Anye mengerjap. Ia tidak menang undian. Tapi memang benar suasana hatinya sangat baik akhir-akhir ini.

Arlin yang melihat kebingungan di wajah Anye pun merubah topik pembicaraan. "Anye kau mengikuti nasehatku bukan?" Peringatnya yang tidak dihiraukan Anye yang sudah sibuk memakan makanannya.

"Kau tidak menemui atau berurusan dengan Hardin lagi, bukan?" Lanjutnya kali ini berhasil.

Anye menatapnya beberapa detik sebelum menunduk.

"Anye." Kali ini Daniella ikut menegur. Sebenarnya Daniella setuju saja jika Anye kembali pada Hardin, tapi setelah mengetahui masa lalu keduanya dari Arlin yang lebih terperinci. Ia rasa keduanya tidak cocok sama sekali.
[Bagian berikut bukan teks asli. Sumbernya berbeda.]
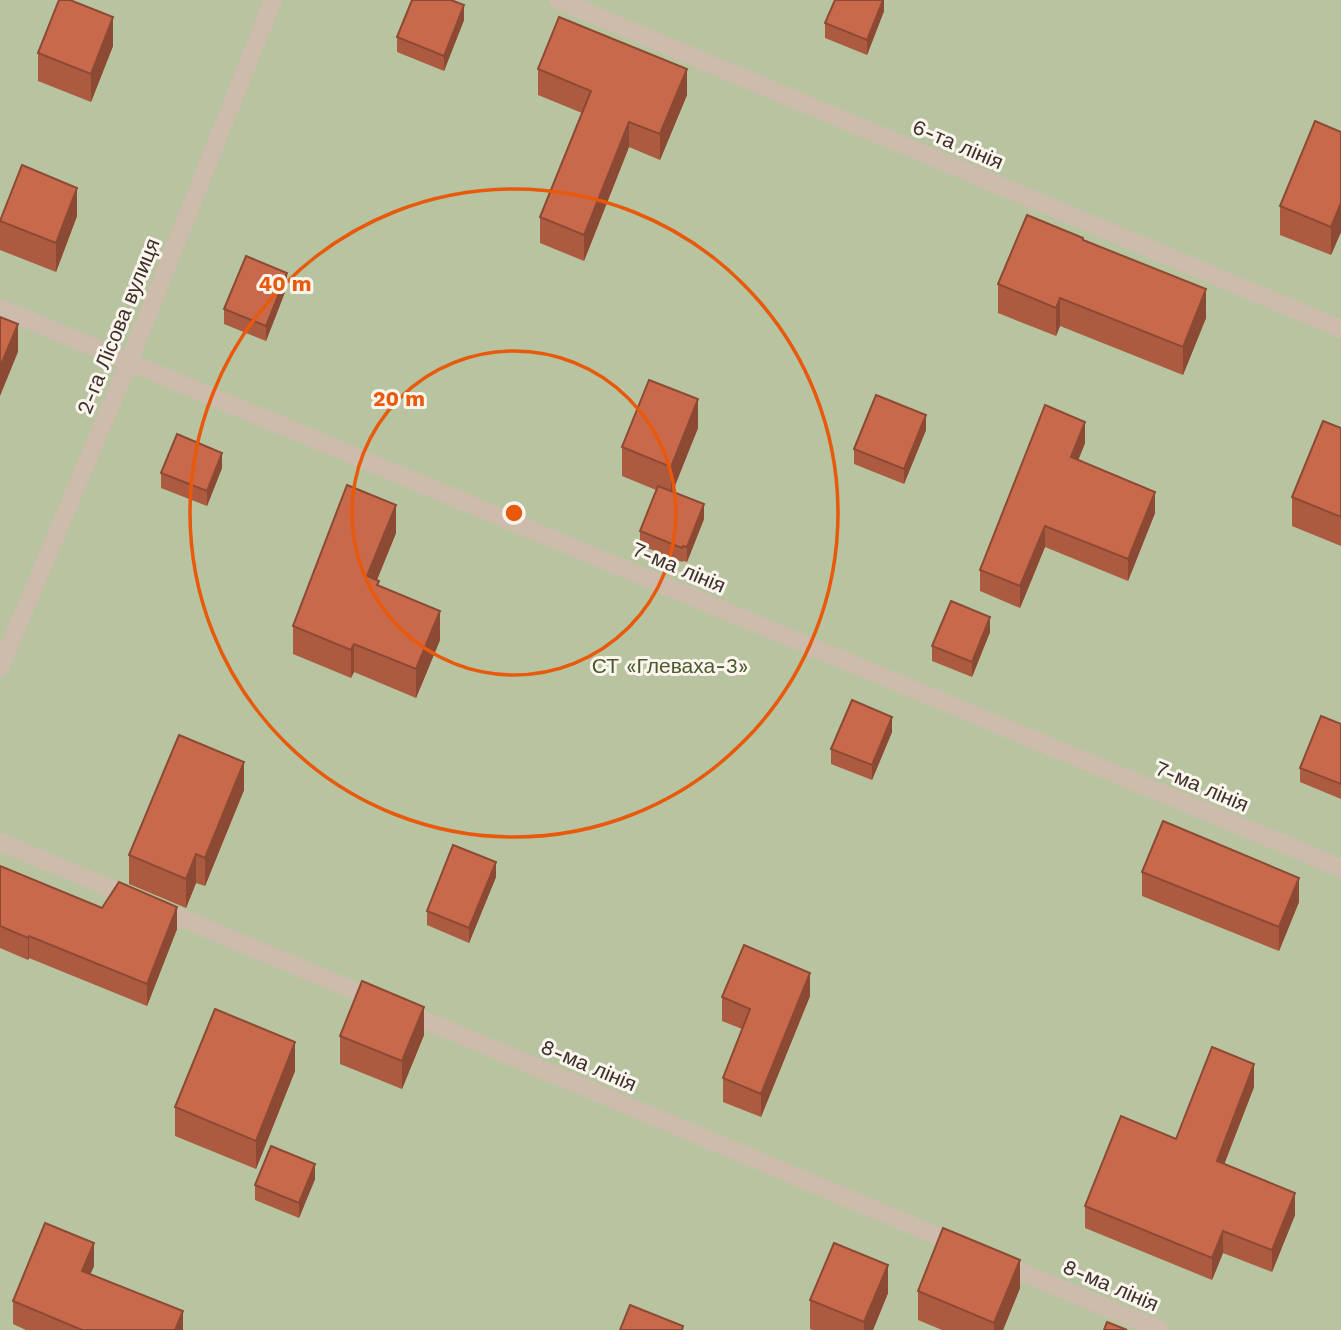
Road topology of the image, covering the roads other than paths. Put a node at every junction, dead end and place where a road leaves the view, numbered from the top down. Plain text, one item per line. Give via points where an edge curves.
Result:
1 (273, 0) edge
2 (558, 0) edge
3 (0, 308) edge
4 (1341, 329) edge
5 (128, 362) junction
6 (0, 668) edge
7 (0, 842) edge
8 (1341, 868) edge
9 (1160, 1330) edge

1 - 5 street, 2-га Лісова вулиця
2 - 4 street, 6-та лінія
3 - 5 street, 7-ма лінія
5 - 6 street, 2-га Лісова вулиця
5 - 8 street, 7-ма лінія
7 - 9 street, 8-ма лінія

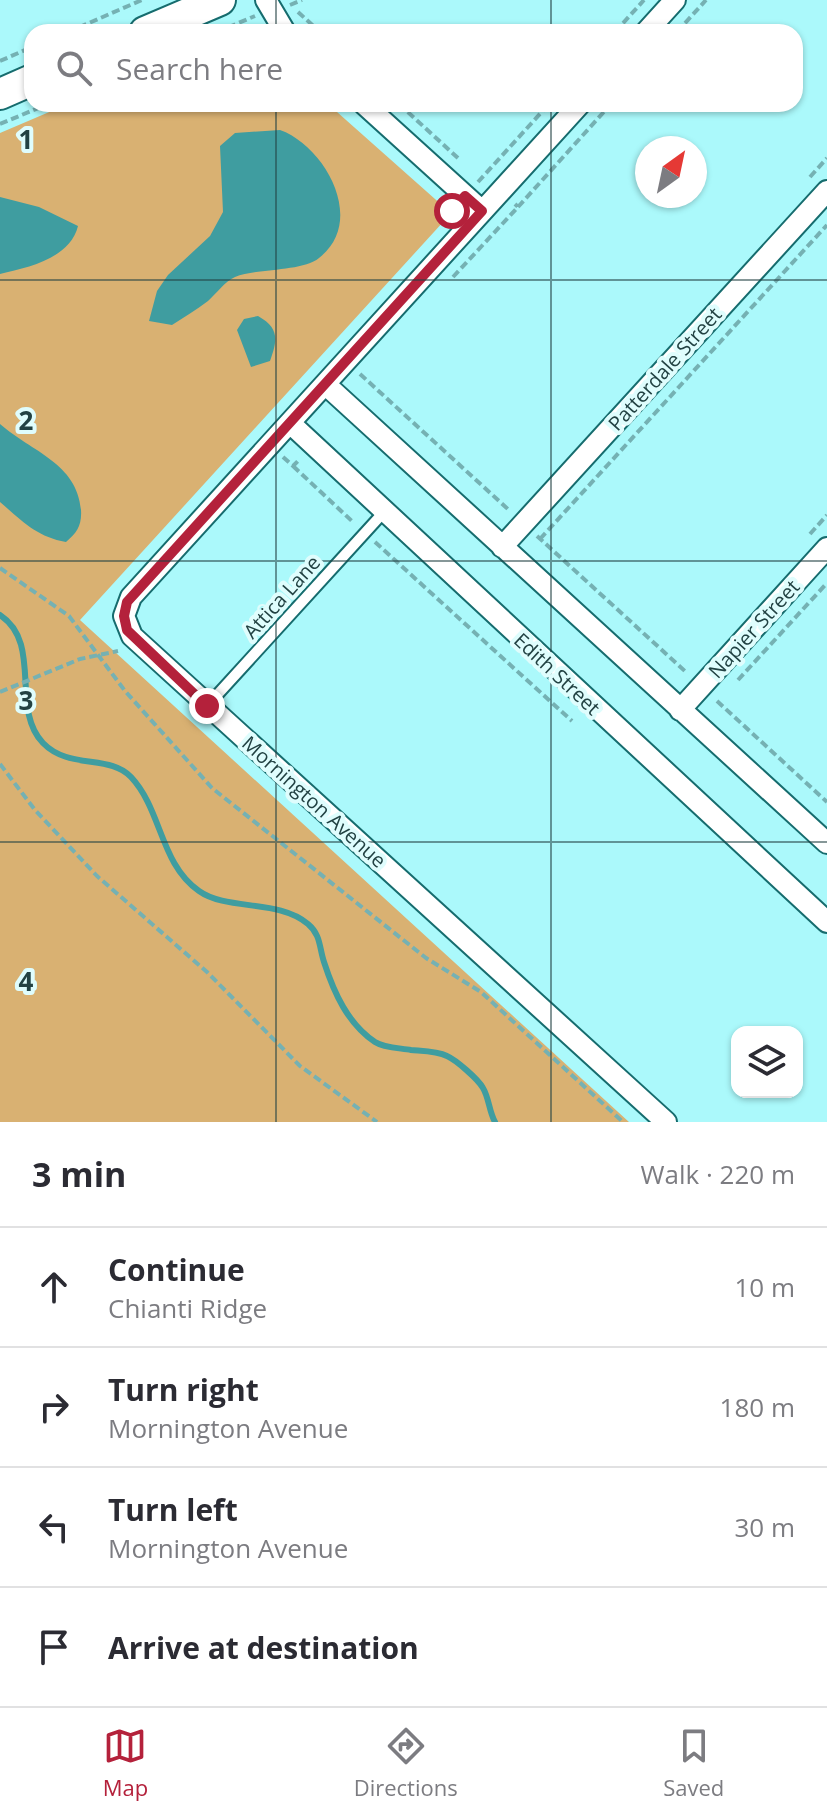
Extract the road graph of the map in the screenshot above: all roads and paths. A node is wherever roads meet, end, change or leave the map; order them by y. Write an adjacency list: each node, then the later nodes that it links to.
1 (142, 0): 8 (path)
2 (220, 0): 9 (street)
3 (266, 0): 10 (street)
4 (644, 0): 12 (path)
5 (675, 0): 13 (street)
6 (706, 0): 14 (path)
7 (294, 2): 11 (path)
8 (86, 24)
9 (164, 24)
10 (280, 24)
11 (313, 24)
12 (622, 24)
13 (653, 24)
14 (684, 24)
15 (24, 50): 16 (path)
16 (0, 61)
17 (24, 84): 18 (street)
18 (0, 94)
19 (29, 112): 25 (path)
20 (373, 112): 28 (street)
21 (408, 112): 26 (path)
22 (542, 112): 26 (path)
23 (573, 112): 30 (street, Mornington Avenue)
24 (604, 112): 29 (path)
25 (0, 124)
26 (481, 179): 28 (path)
27 (827, 191): 37 (street, Patterdale Street)
28 (465, 196): 30 (street)
29 (518, 207)
30 (482, 211): 32 (street, Mornington Avenue)
31 (827, 225): 39 (path)
32 (346, 362): 33 (street, Mornington Avenue); 37 (path)
33 (325, 384): 34 (street, Mornington Avenue); 40 (street)
34 (290, 423): 36 (street, Edith Street); 50 (street, Mornington Avenue)
35 (293, 466): 38 (path)
36 (383, 513): 38 (lane, Attica Lane); 42 (street, Edith Street)
37 (524, 524): 39 (path); 40 (street, Patterdale Street)
38 (365, 533): 45 (path); 50 (lane, Attica Lane)
39 (540, 539): 47 (path)
40 (502, 547): 51 (street)
41 (827, 548): 47 (street, Napier Street)
42 (440, 565): 45 (path); 56 (street, Edith Street)
43 (0, 568): 46 (path)
44 (827, 583): 49 (path)
45 (421, 584): 52 (path)
46 (100, 656): 48 (path); 58 (path)
47 (701, 687): 49 (path); 51 (street, Napier Street)
48 (0, 692)
49 (718, 702): 54 (path)
50 (207, 706): 59 (street, Mornington Avenue)
51 (680, 710): 55 (street)
52 (572, 721)
53 (0, 764): 57 (path)
54 (827, 802)
55 (827, 843)
56 (827, 922)
57 (377, 1122)
58 (623, 1122)
59 (666, 1122)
Anye melihat jarinya sendiri masih dengan menunduk. "Kami hanya kembali berteman." Jujurnya.

Keduanya menghela nafas kecewa. Pantas saja gadis itu terlihat lebih ceria.

"Kami tidak perlu memperingatkanmu lagi bukan?" Arlin kembali memperingatinya.

"Ya, kau harus menjauhinya." Tambah Daniella.

Anye menghela nafasnya. Perasaannya campur aduk. "Aku hanya meminjamnya sebentar. Setelah itu aku tidak akan pernah mengganggunya lagi." Janjinya entah pada siapa.

-o-

Amanda tersenyum miris. Kencannya bersama pria yang berstatus sebagai tunangannya itu sama sekali tidak menarik. Hardin hanya menemaninya berjalan tanpa menghiraukannya. Tapi saat ia menegurnya. Hardin akan tersenyum dan mengelus kepalanya seolah menunjukkan perhatiannya.

Tapi entah kenapa Amanda merasa kosong.

"Hardin kau mau makan es krim?" Tanya Amanda saat melihat truk es krim yang tidak jauh dari mereka. Dan Amanda tahu Hardin akan menjawab dengan gelengan dan menyuruhnya membelinya sendiri seperti yang sudah-sudah.

Amanda mendengus. Percuma ia mengajak Hardin ke taman bermain kalau pada akhirnya keduanya hanya berjalan tanpa arah dan sesekali dirinya sendiri yang membeli cemilan. Amanda bukannya tidak mau menaiki wahana disana. Ia mau...tapi,

Hardin selalu terlihat keberatan. Sebenarnya Hardin tidak menolak secara langsung. Pria itu menganggukkan kepalanya tapi Amanda tahu pria itu terpaksa karena ingin membuatnya senang.

"Apa kencan kita tidak menarik? Kau bosan?" Tanya Amanda sendu.

Kali ini Hardin menghela nafasnya. Sejujurnya ia memang tidak menyukai kencan di taman seperti ini. Ia lebih suka di rumah dan menikmati waktu bersama seperti yang ia lakukan bersama Anye. Sederhana dan tidak membuang tenaga tapi sangat nyaman.

"Ini menarik jika bisa membuatmu senang." Jawab Hardin yang malah membuat Amanda semakin murung.

"Katakan Hardin. Apa yang membuatmu senang?"

-Anye.

Hardin tersenyum lembut.

"Kau selalu berusaha membuatku bahagia. Aku juga ingin melakukan hal yang sama untukmu." Lanjut Amanda yakin.

Hardin berpikir sejenak. "Aku tidak menginginkan apa-apa. Dirimu saja sudah cukup untukku." Dusta Hardin.

Amanda tersenyum dengan sorot mata bersinar semangat. "Benarkah?!" Ia dengan semangat mengamit lengan Hardin. "Kau harus cukup hanya denganku Hardin." Lanjut Amanda tersirat.

"Tapi Hardin..." Amanda menghentikan langkahnya. "Jika suatu saat ada yang kau inginkan..."

Amanda mendongak, menatap Hardin yang jauh lebih tinggi darinya. "Jangan ragu beritahu aku. Aku pasti akan berusaha mengabulkannya." Lanjutnya tersenyum tulus.